→ **EXERCISE PROMPT**: An exact transcription of all the records, free of pictures, is the expected answer.

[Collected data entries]

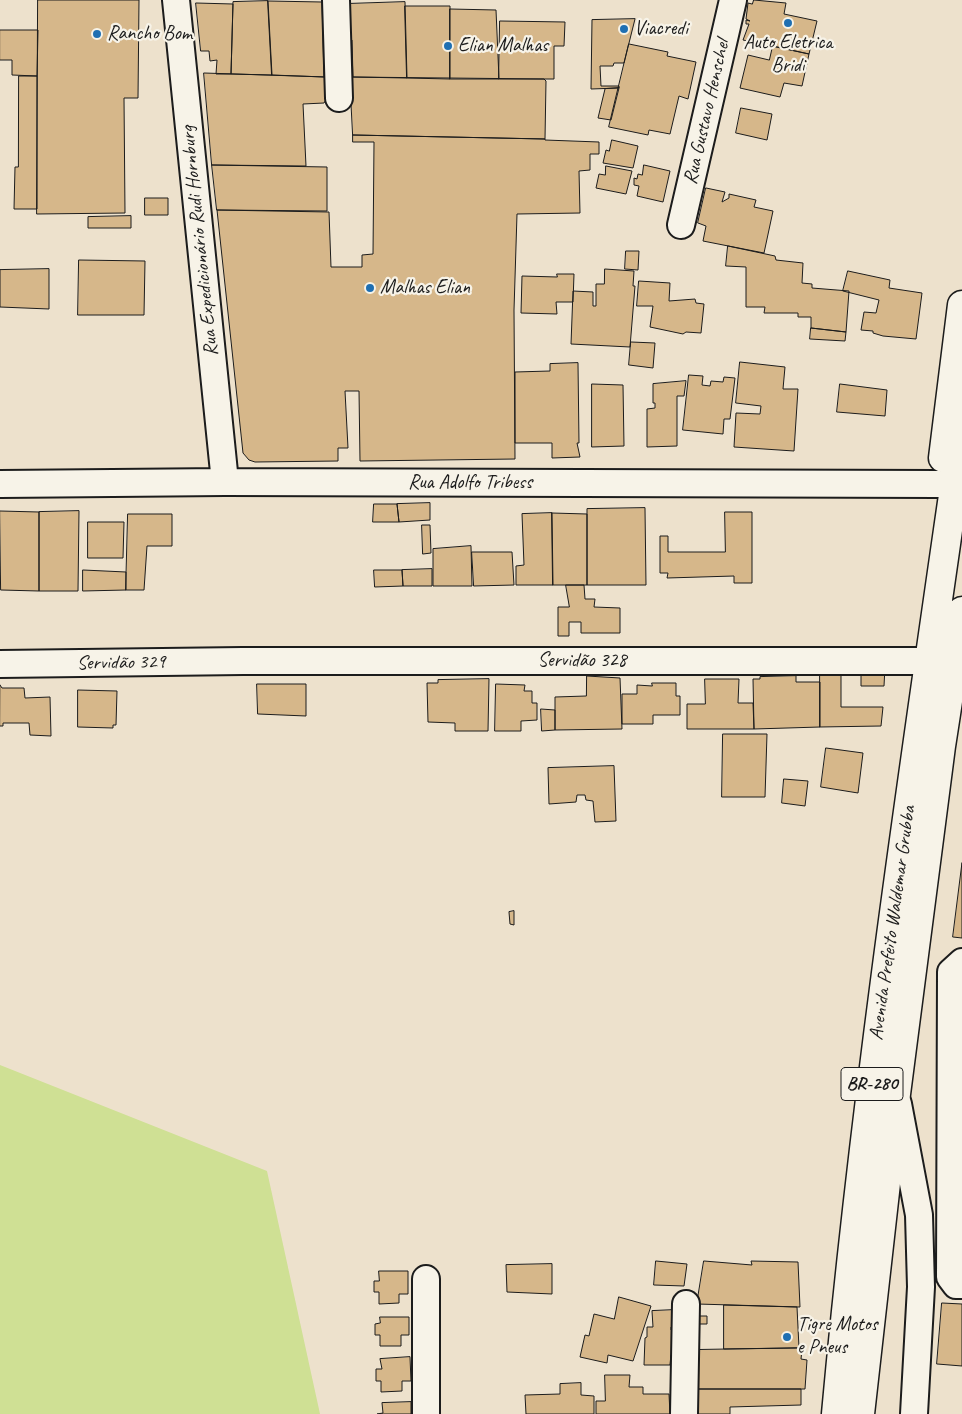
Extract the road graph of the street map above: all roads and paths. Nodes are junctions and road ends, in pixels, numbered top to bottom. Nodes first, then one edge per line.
1 (176, 0) edge
2 (336, 0) edge
3 (733, 0) edge
4 (339, 98) dead end
5 (681, 225) dead end
6 (962, 305) edge
7 (962, 433) edge
8 (225, 482) junction
9 (0, 484) edge
10 (940, 484) junction
11 (962, 611) edge
12 (962, 654) edge
13 (243, 661) joint
14 (921, 661) junction
15 (0, 664) edge
16 (950, 690) junction
17 (915, 755) junction
18 (962, 962) edge
19 (896, 1094) junction
20 (426, 1279) dead end
21 (962, 1285) edge
22 (686, 1304) dead end
23 (426, 1414) edge
24 (684, 1414) edge
25 (836, 1414) edge
26 (860, 1414) edge
27 (914, 1414) edge

1 - 8 street, Rua Expedicionário Rudi Hornburg
2 - 4 street
3 - 5 street, Rua Gustavo Henschel
6 - 10 highway
7 - 17 highway, Avenida Prefeito Waldemar Grubba / BR-280
8 - 9 street, Rua Adolfo Tribess
8 - 10 street, Rua Adolfo Tribess
10 - 14 highway
11 - 16 highway, Avenida Prefeito Waldemar Grubba / BR-280
12 - 16 highway
13 - 14 street, Servidão 328
13 - 15 street, Servidão 329
14 - 17 highway
16 - 19 highway, Avenida Prefeito Waldemar Grubba / BR-280
17 - 25 highway, Avenida Prefeito Waldemar Grubba / BR-280
18 - 21 street
19 - 26 highway, Avenida Prefeito Waldemar Grubba / BR-280
19 - 27 street
20 - 23 street
22 - 24 street

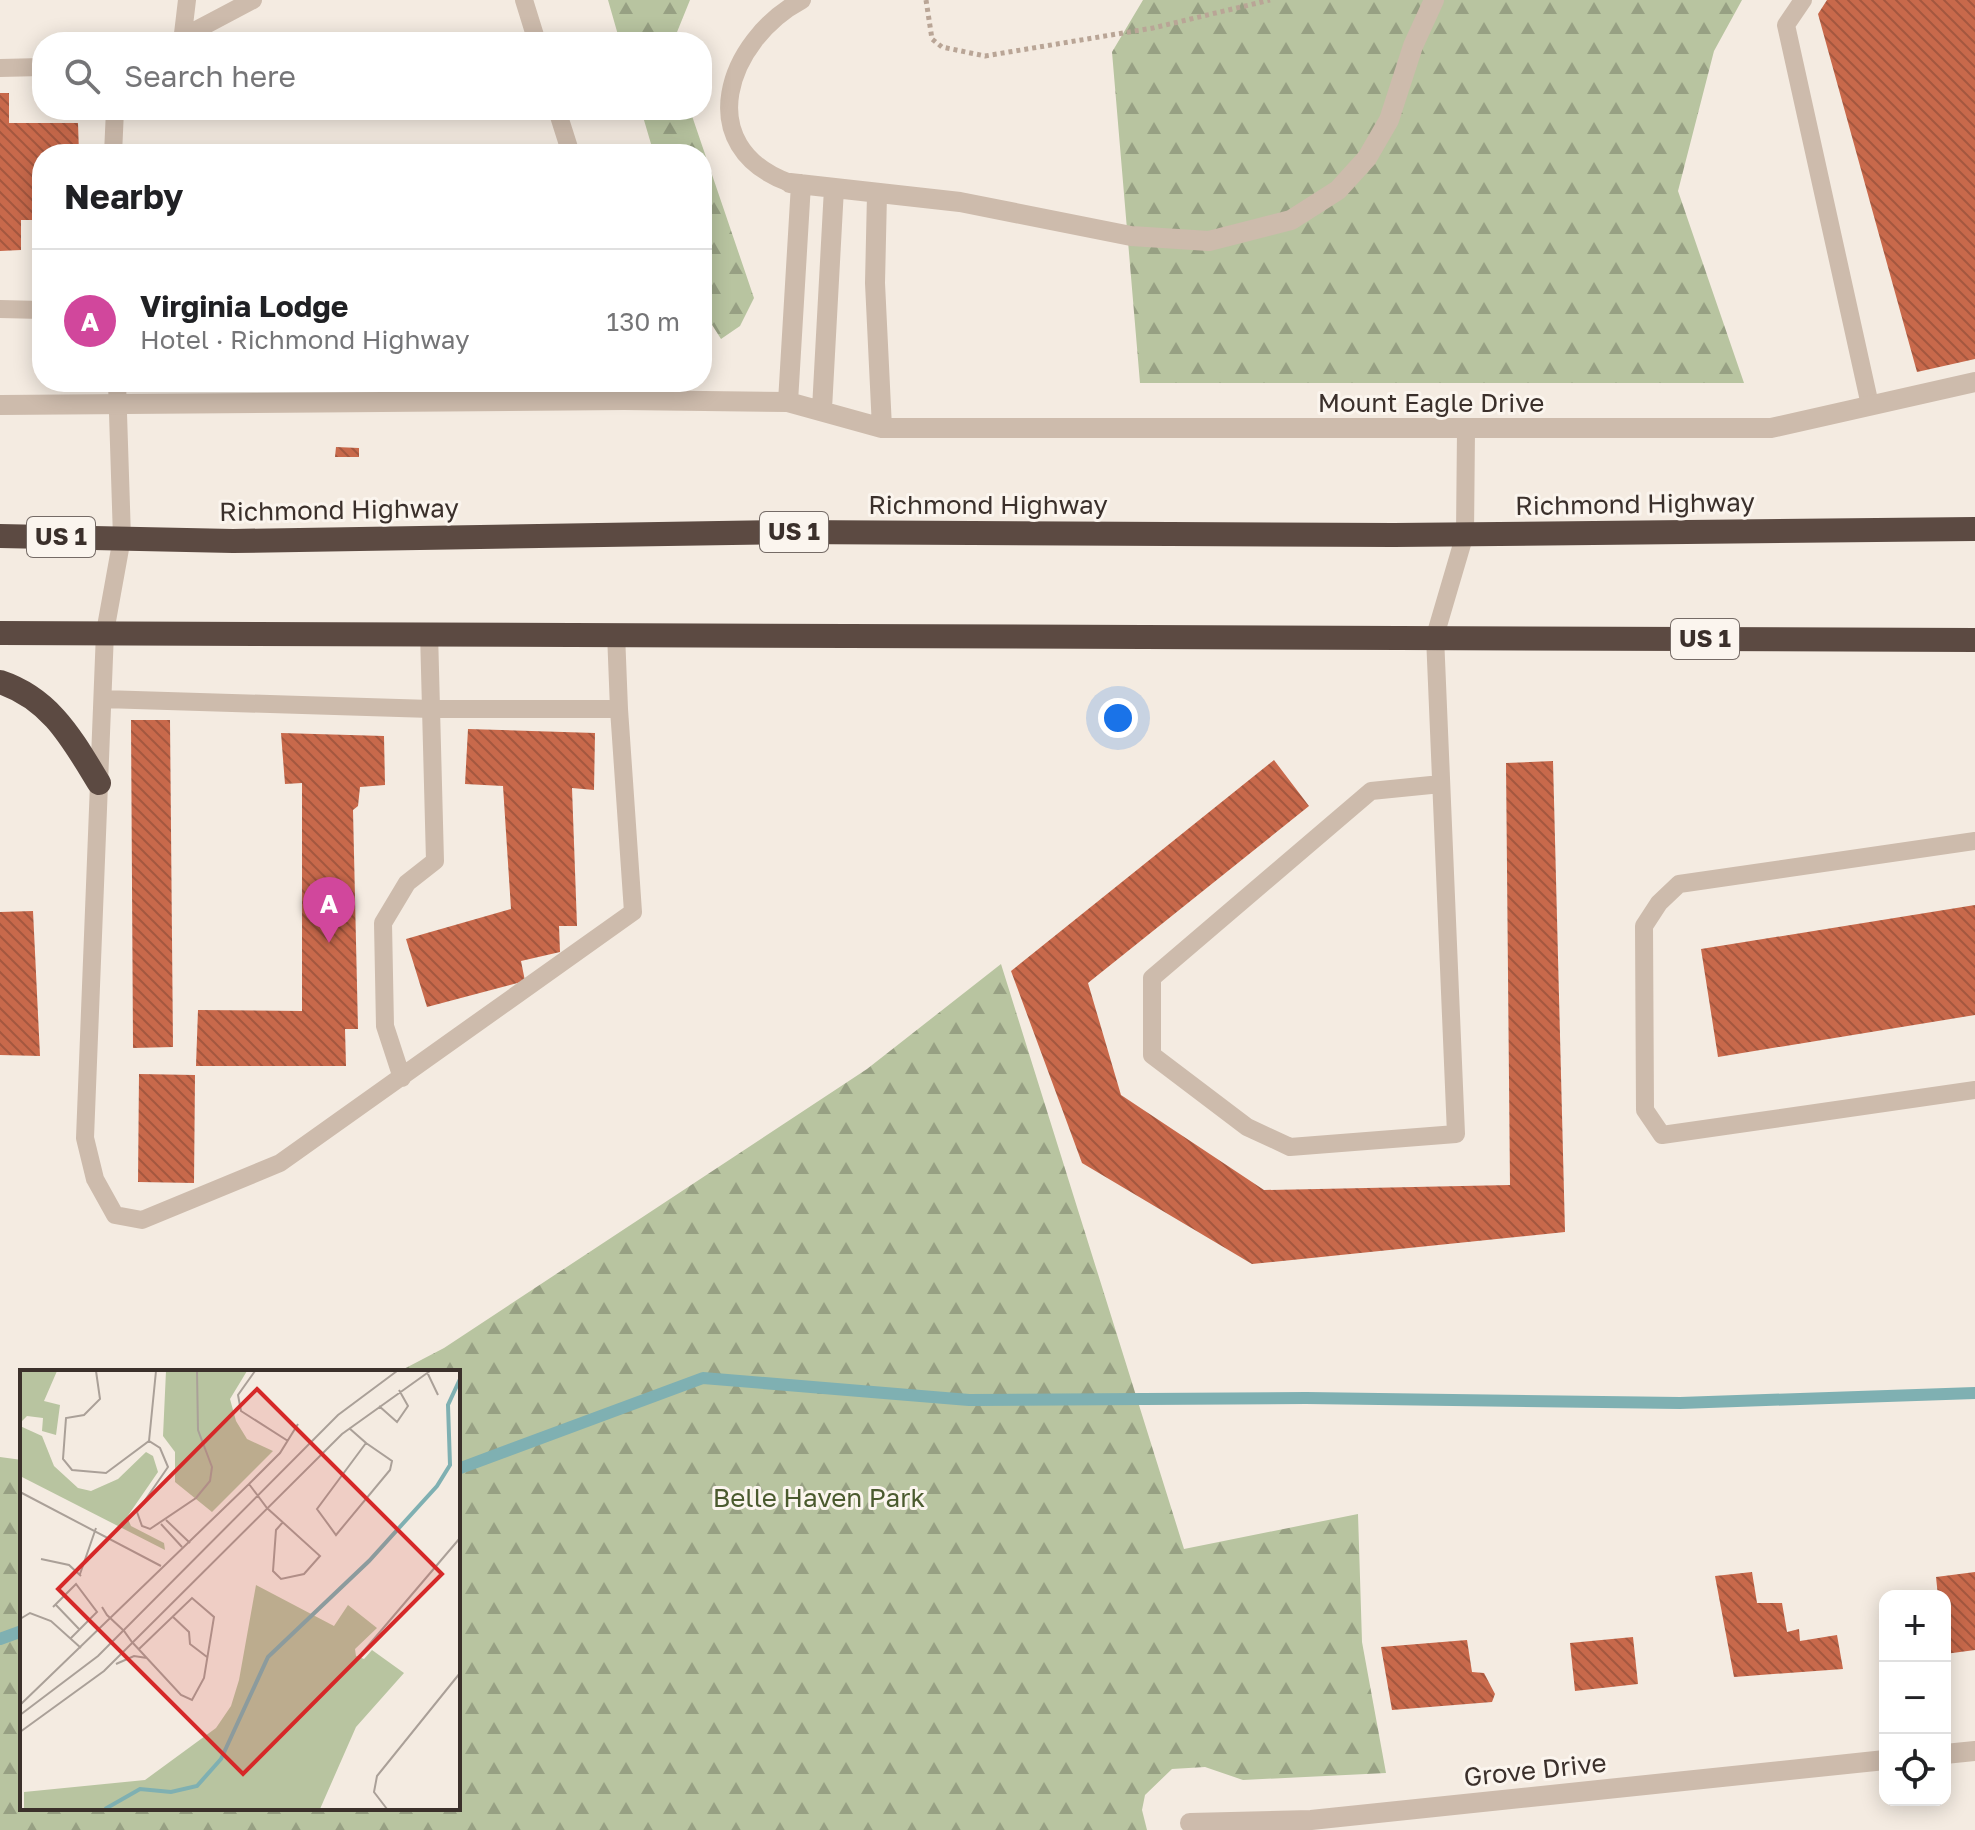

→ **RESULT OF THIS TASK**:
Extract the road graph of the street map above: all roads and paths. Nodes are junctions and road ends, in pixels, numbered top to bottom. Nodes first, then one edge per line.
1 (176, 0) edge
2 (336, 0) edge
3 (733, 0) edge
4 (339, 98) dead end
5 (681, 225) dead end
6 (962, 305) edge
7 (962, 433) edge
8 (225, 482) junction
9 (0, 484) edge
10 (940, 484) junction
11 (962, 611) edge
12 (962, 654) edge
13 (243, 661) joint
14 (921, 661) junction
15 (0, 664) edge
16 (950, 690) junction
17 (915, 755) junction
18 (962, 962) edge
19 (896, 1094) junction
20 (426, 1279) dead end
21 (962, 1285) edge
22 (686, 1304) dead end
23 (426, 1414) edge
24 (684, 1414) edge
25 (836, 1414) edge
26 (860, 1414) edge
27 (914, 1414) edge

1 - 8 street, Rua Expedicionário Rudi Hornburg
2 - 4 street
3 - 5 street, Rua Gustavo Henschel
6 - 10 highway
7 - 17 highway, Avenida Prefeito Waldemar Grubba / BR-280
8 - 9 street, Rua Adolfo Tribess
8 - 10 street, Rua Adolfo Tribess
10 - 14 highway
11 - 16 highway, Avenida Prefeito Waldemar Grubba / BR-280
12 - 16 highway
13 - 14 street, Servidão 328
13 - 15 street, Servidão 329
14 - 17 highway
16 - 19 highway, Avenida Prefeito Waldemar Grubba / BR-280
17 - 25 highway, Avenida Prefeito Waldemar Grubba / BR-280
18 - 21 street
19 - 26 highway, Avenida Prefeito Waldemar Grubba / BR-280
19 - 27 street
20 - 23 street
22 - 24 street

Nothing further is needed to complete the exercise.